• _What you have to do_
Be exact. Print each record as it stands.

----- Extracted records -----

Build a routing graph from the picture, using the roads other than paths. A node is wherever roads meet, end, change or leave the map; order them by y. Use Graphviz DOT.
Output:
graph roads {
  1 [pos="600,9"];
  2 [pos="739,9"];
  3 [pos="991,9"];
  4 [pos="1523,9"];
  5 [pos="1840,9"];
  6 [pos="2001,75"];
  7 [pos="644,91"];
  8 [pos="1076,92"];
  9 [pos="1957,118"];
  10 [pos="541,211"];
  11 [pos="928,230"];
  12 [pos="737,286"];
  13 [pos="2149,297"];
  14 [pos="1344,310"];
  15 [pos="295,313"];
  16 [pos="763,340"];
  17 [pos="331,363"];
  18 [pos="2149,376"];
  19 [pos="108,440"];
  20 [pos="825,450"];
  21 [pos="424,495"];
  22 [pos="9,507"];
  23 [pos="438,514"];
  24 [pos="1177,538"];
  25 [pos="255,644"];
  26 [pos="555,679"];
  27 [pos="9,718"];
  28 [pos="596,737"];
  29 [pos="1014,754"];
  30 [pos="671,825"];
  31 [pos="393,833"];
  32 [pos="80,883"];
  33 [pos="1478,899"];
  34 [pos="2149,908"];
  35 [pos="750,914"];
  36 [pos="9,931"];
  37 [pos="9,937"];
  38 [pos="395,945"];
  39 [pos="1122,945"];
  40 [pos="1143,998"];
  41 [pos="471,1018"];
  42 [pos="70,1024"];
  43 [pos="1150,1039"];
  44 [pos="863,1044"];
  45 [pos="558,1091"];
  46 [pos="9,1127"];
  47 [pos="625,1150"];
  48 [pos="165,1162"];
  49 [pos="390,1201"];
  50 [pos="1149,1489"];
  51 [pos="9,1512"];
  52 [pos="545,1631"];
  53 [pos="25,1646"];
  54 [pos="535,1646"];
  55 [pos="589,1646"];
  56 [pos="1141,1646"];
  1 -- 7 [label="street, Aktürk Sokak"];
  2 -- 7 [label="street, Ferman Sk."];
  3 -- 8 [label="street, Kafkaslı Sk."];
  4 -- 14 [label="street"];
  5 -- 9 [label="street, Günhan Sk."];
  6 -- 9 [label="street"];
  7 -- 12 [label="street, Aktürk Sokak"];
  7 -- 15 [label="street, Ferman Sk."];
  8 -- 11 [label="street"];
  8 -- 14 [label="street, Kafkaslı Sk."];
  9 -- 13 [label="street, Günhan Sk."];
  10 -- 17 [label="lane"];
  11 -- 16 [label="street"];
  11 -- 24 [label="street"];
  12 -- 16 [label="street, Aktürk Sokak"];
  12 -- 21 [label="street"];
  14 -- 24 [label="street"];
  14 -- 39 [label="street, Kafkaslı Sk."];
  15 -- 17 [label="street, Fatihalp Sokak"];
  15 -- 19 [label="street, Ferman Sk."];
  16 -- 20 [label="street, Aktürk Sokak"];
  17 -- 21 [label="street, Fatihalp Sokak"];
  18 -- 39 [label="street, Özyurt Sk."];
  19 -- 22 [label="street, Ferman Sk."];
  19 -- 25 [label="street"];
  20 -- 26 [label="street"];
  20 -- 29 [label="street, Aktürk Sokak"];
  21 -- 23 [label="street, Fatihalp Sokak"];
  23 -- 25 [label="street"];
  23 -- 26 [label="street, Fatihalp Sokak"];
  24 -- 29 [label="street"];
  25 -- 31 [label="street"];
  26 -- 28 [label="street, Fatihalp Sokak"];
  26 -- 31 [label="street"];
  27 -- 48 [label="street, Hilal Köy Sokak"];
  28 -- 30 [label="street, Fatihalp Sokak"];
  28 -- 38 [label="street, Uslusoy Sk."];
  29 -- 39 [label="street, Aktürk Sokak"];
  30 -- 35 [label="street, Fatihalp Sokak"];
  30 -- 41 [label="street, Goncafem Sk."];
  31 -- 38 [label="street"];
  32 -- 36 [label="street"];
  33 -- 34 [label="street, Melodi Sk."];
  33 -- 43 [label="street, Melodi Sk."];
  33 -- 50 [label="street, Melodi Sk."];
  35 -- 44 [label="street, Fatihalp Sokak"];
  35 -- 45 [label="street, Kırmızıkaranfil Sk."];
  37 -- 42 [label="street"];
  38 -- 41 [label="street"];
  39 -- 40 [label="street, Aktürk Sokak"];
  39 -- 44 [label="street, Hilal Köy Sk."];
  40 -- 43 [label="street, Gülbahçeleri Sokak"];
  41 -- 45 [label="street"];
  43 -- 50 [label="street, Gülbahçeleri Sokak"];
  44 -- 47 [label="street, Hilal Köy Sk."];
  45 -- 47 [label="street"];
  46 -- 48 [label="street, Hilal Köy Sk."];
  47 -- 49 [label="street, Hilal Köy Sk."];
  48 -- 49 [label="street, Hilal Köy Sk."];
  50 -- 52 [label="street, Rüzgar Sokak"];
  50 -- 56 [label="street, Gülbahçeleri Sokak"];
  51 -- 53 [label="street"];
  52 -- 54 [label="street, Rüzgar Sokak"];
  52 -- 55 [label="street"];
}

-----

• _Answer section_
Build a routing graph from the picture, using the roads other than paths. A node is wherever roads meet, end, change or leave the map; order them by y. Use Graphviz DOT.
Output:
graph roads {
  1 [pos="600,9"];
  2 [pos="739,9"];
  3 [pos="991,9"];
  4 [pos="1523,9"];
  5 [pos="1840,9"];
  6 [pos="2001,75"];
  7 [pos="644,91"];
  8 [pos="1076,92"];
  9 [pos="1957,118"];
  10 [pos="541,211"];
  11 [pos="928,230"];
  12 [pos="737,286"];
  13 [pos="2149,297"];
  14 [pos="1344,310"];
  15 [pos="295,313"];
  16 [pos="763,340"];
  17 [pos="331,363"];
  18 [pos="2149,376"];
  19 [pos="108,440"];
  20 [pos="825,450"];
  21 [pos="424,495"];
  22 [pos="9,507"];
  23 [pos="438,514"];
  24 [pos="1177,538"];
  25 [pos="255,644"];
  26 [pos="555,679"];
  27 [pos="9,718"];
  28 [pos="596,737"];
  29 [pos="1014,754"];
  30 [pos="671,825"];
  31 [pos="393,833"];
  32 [pos="80,883"];
  33 [pos="1478,899"];
  34 [pos="2149,908"];
  35 [pos="750,914"];
  36 [pos="9,931"];
  37 [pos="9,937"];
  38 [pos="395,945"];
  39 [pos="1122,945"];
  40 [pos="1143,998"];
  41 [pos="471,1018"];
  42 [pos="70,1024"];
  43 [pos="1150,1039"];
  44 [pos="863,1044"];
  45 [pos="558,1091"];
  46 [pos="9,1127"];
  47 [pos="625,1150"];
  48 [pos="165,1162"];
  49 [pos="390,1201"];
  50 [pos="1149,1489"];
  51 [pos="9,1512"];
  52 [pos="545,1631"];
  53 [pos="25,1646"];
  54 [pos="535,1646"];
  55 [pos="589,1646"];
  56 [pos="1141,1646"];
  1 -- 7 [label="street, Aktürk Sokak"];
  2 -- 7 [label="street, Ferman Sk."];
  3 -- 8 [label="street, Kafkaslı Sk."];
  4 -- 14 [label="street"];
  5 -- 9 [label="street, Günhan Sk."];
  6 -- 9 [label="street"];
  7 -- 12 [label="street, Aktürk Sokak"];
  7 -- 15 [label="street, Ferman Sk."];
  8 -- 11 [label="street"];
  8 -- 14 [label="street, Kafkaslı Sk."];
  9 -- 13 [label="street, Günhan Sk."];
  10 -- 17 [label="lane"];
  11 -- 16 [label="street"];
  11 -- 24 [label="street"];
  12 -- 16 [label="street, Aktürk Sokak"];
  12 -- 21 [label="street"];
  14 -- 24 [label="street"];
  14 -- 39 [label="street, Kafkaslı Sk."];
  15 -- 17 [label="street, Fatihalp Sokak"];
  15 -- 19 [label="street, Ferman Sk."];
  16 -- 20 [label="street, Aktürk Sokak"];
  17 -- 21 [label="street, Fatihalp Sokak"];
  18 -- 39 [label="street, Özyurt Sk."];
  19 -- 22 [label="street, Ferman Sk."];
  19 -- 25 [label="street"];
  20 -- 26 [label="street"];
  20 -- 29 [label="street, Aktürk Sokak"];
  21 -- 23 [label="street, Fatihalp Sokak"];
  23 -- 25 [label="street"];
  23 -- 26 [label="street, Fatihalp Sokak"];
  24 -- 29 [label="street"];
  25 -- 31 [label="street"];
  26 -- 28 [label="street, Fatihalp Sokak"];
  26 -- 31 [label="street"];
  27 -- 48 [label="street, Hilal Köy Sokak"];
  28 -- 30 [label="street, Fatihalp Sokak"];
  28 -- 38 [label="street, Uslusoy Sk."];
  29 -- 39 [label="street, Aktürk Sokak"];
  30 -- 35 [label="street, Fatihalp Sokak"];
  30 -- 41 [label="street, Goncafem Sk."];
  31 -- 38 [label="street"];
  32 -- 36 [label="street"];
  33 -- 34 [label="street, Melodi Sk."];
  33 -- 43 [label="street, Melodi Sk."];
  33 -- 50 [label="street, Melodi Sk."];
  35 -- 44 [label="street, Fatihalp Sokak"];
  35 -- 45 [label="street, Kırmızıkaranfil Sk."];
  37 -- 42 [label="street"];
  38 -- 41 [label="street"];
  39 -- 40 [label="street, Aktürk Sokak"];
  39 -- 44 [label="street, Hilal Köy Sk."];
  40 -- 43 [label="street, Gülbahçeleri Sokak"];
  41 -- 45 [label="street"];
  43 -- 50 [label="street, Gülbahçeleri Sokak"];
  44 -- 47 [label="street, Hilal Köy Sk."];
  45 -- 47 [label="street"];
  46 -- 48 [label="street, Hilal Köy Sk."];
  47 -- 49 [label="street, Hilal Köy Sk."];
  48 -- 49 [label="street, Hilal Köy Sk."];
  50 -- 52 [label="street, Rüzgar Sokak"];
  50 -- 56 [label="street, Gülbahçeleri Sokak"];
  51 -- 53 [label="street"];
  52 -- 54 [label="street, Rüzgar Sokak"];
  52 -- 55 [label="street"];
}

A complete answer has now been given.